Feature interference as a neuronal basis for the behavioural cost of task uncertainty

Humans and animals have an impressive ability to juggle multiple tasks in a constantly changing environment. This flexibility, however, worsens performance under uncertain task conditions. Here, we combined monkey electrophysiology, human psychophysics, and artificial neural network modeling to investigate the neuronal mechanisms underlying this performance cost. We developed a behavioural paradigm to measure and influence participants’ decision-making and perception in two distinct perceptual tasks. Our data reveal that both humans and monkeys, unlike an artificial neural network trained for the same tasks, make less accurate perceptual decisions when the task is uncertain.
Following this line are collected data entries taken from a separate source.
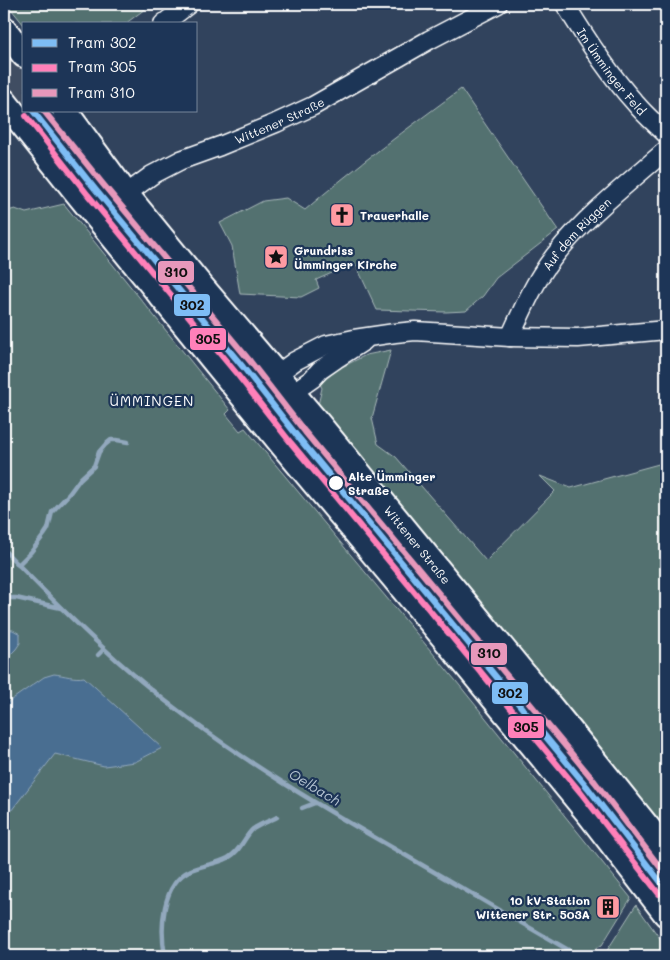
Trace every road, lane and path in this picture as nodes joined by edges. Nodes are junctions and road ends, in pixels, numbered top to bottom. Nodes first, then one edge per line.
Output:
1 (189, 4) edge
2 (498, 4) edge
3 (565, 4) edge
4 (166, 22) edge
5 (4, 29) edge
6 (22, 53) edge
7 (4, 101) edge
8 (66, 112) edge
9 (666, 134) edge
10 (666, 150) edge
11 (126, 194) junction
12 (666, 330) edge
13 (373, 336) junction
14 (510, 337) junction
15 (276, 375) junction
16 (292, 393) junction
17 (255, 411) junction
18 (666, 850) edge
19 (666, 914) edge

1 - 4 street
2 - 11 street, Wittener Straße
3 - 9 street, Im Ümminger Feld
5 - 6 main road
7 - 17 main road
8 - 11 main road, Wittener Straße
10 - 14 street, Auf dem Rüggen
11 - 15 main road, Wittener Straße
12 - 14 street
13 - 14 street
13 - 15 street
13 - 16 street
15 - 16 main road, Wittener Straße
15 - 17 street
16 - 17 street
16 - 18 main road, Wittener Straße
17 - 19 main road

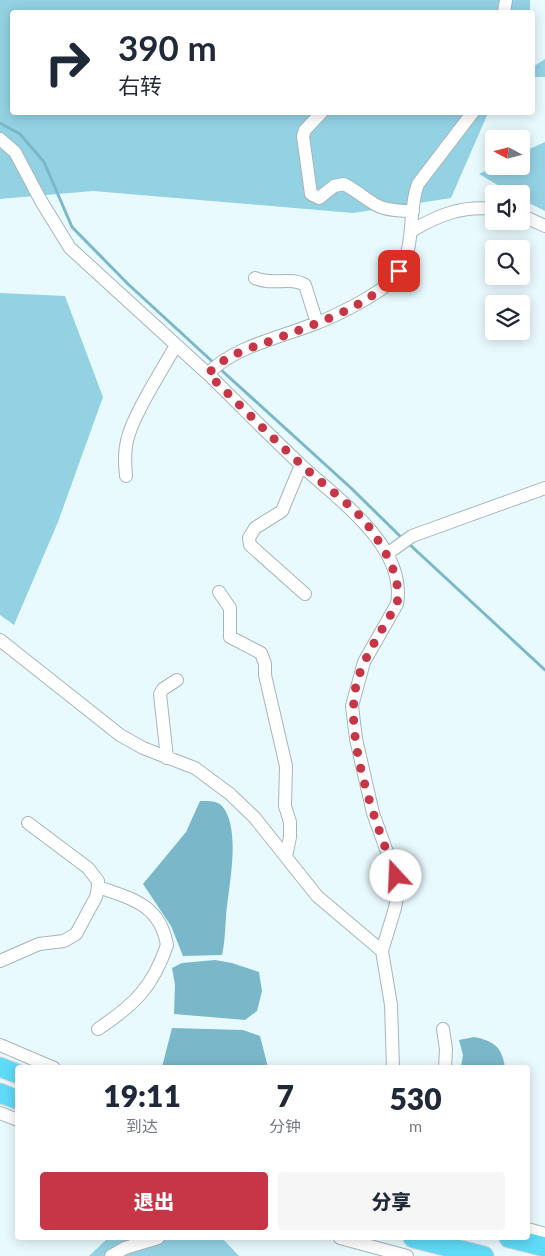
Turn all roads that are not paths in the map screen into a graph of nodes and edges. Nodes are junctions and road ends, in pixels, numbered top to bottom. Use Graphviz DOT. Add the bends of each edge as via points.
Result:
graph roads {
  1 [pos="319,115"];
  2 [pos="471,115"];
  3 [pos="0,140"];
  4 [pos="485,208"];
  5 [pos="413,212"];
  6 [pos="530,219"];
  7 [pos="545,226"];
  8 [pos="413,230"];
  9 [pos="255,278"];
  10 [pos="317,323"];
  11 [pos="176,345"];
  12 [pos="210,371"];
  13 [pos="301,465"];
  14 [pos="126,476"];
  15 [pos="545,488"];
  16 [pos="392,550"];
  17 [pos="219,592"];
  18 [pos="305,594"];
  19 [pos="0,640"];
  20 [pos="177,680"];
  21 [pos="167,758"];
  22 [pos="28,823"];
  23 [pos="286,856"];
  24 [pos="98,888"];
  25 [pos="382,951"];
  26 [pos="0,961"];
  27 [pos="98,1029"];
  28 [pos="443,1029"];
  29 [pos="0,1045"];
  30 [pos="47,1065"];
  31 [pos="392,1065"];
  32 [pos="445,1065"];
  33 [pos="0,1067"];
  34 [pos="15,1073"];
  35 [pos="0,1093"];
  36 [pos="15,1099"];
  37 [pos="0,1113"];
  38 [pos="15,1119"];
  39 [pos="530,1230"];
  40 [pos="545,1234"];
  41 [pos="151,1240"];
  42 [pos="345,1240"];
  43 [pos="421,1240"];
  44 [pos="517,1240"];
  45 [pos="545,1247"];
  46 [pos="373,1251"];
  47 [pos="111,1256"];
  48 [pos="407,1256"];
  49 [pos="484,1256"];
  1 -- 5 [label="street" via="303,136 311,194 319,198 334,186 344,184 384,210"];
  2 -- 5 [label="street" via="418,184"];
  3 -- 11 [label="street" via="15,152 70,248"];
  4 -- 8 [label="street" via="443,214"];
  5 -- 8 [label="street"];
  6 -- 7 [label="street"];
  8 -- 10 [label="street" via="399,271 389,285"];
  9 -- 10 [label="street" via="273,283 296,281 305,285"];
  10 -- 12 [label="street" via="224,360"];
  11 -- 12 [label="street"];
  11 -- 14 [label="street" via="132,425 124,459"];
  12 -- 13 [label="street"];
  13 -- 16 [label="street"];
  13 -- 18 [label="street" via="282,511 255,528 249,538 250,544"];
  15 -- 16 [label="street" via="412,536"];
  16 -- 25 [label="street" via="399,594 397,604 364,662 352,706 373,813 396,876 398,892"];
  17 -- 23 [label="street" via="230,608 230,637 261,653 265,664 286,766 285,806 290,837"];
  19 -- 21 [label="street" via="120,735"];
  20 -- 21 [label="street" via="163,688 160,694"];
  21 -- 23 [label="street" via="195,768 230,794"];
  22 -- 24 [label="street" via="88,868 98,881"];
  23 -- 25 [label="street" via="317,896"];
  24 -- 26 [label="street" via="76,934 64,941 40,944"];
  24 -- 27 [label="street" via="134,899 150,910 160,920 167,945 146,989 128,1009"];
  25 -- 31 [label="street" via="391,1005"];
  28 -- 32 [label="street"];
  29 -- 30 [label="street"];
  33 -- 34 [label="highway"];
  35 -- 36 [label="highway"];
  37 -- 38 [label="street"];
  39 -- 40 [label="street"];
  41 -- 47 [label="street"];
  42 -- 46 [label="street"];
  43 -- 49 [label="highway"];
  44 -- 45 [label="highway"];
  46 -- 48 [label="street"];
}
We generated a mechanistic hypothesis by comparing this neural network trained to produce correct choices with another network trained to replicate the participants’ choices. We hypothesized, and confirmed with further behavioural, physiological, and causal experiments, that the cost of task uncertainty and flexibility comes from what we term feature interference. Under uncertain conditions, interference between different tasks causes errors because it results in stronger representations of irrelevant features and entangled neuronal representations of different features. Our results suggest a tantalizing, general hypothesis: that cognitive capacity limitations, both in health and disease, stem from interference between neural representations of different stimuli, tasks, or memories.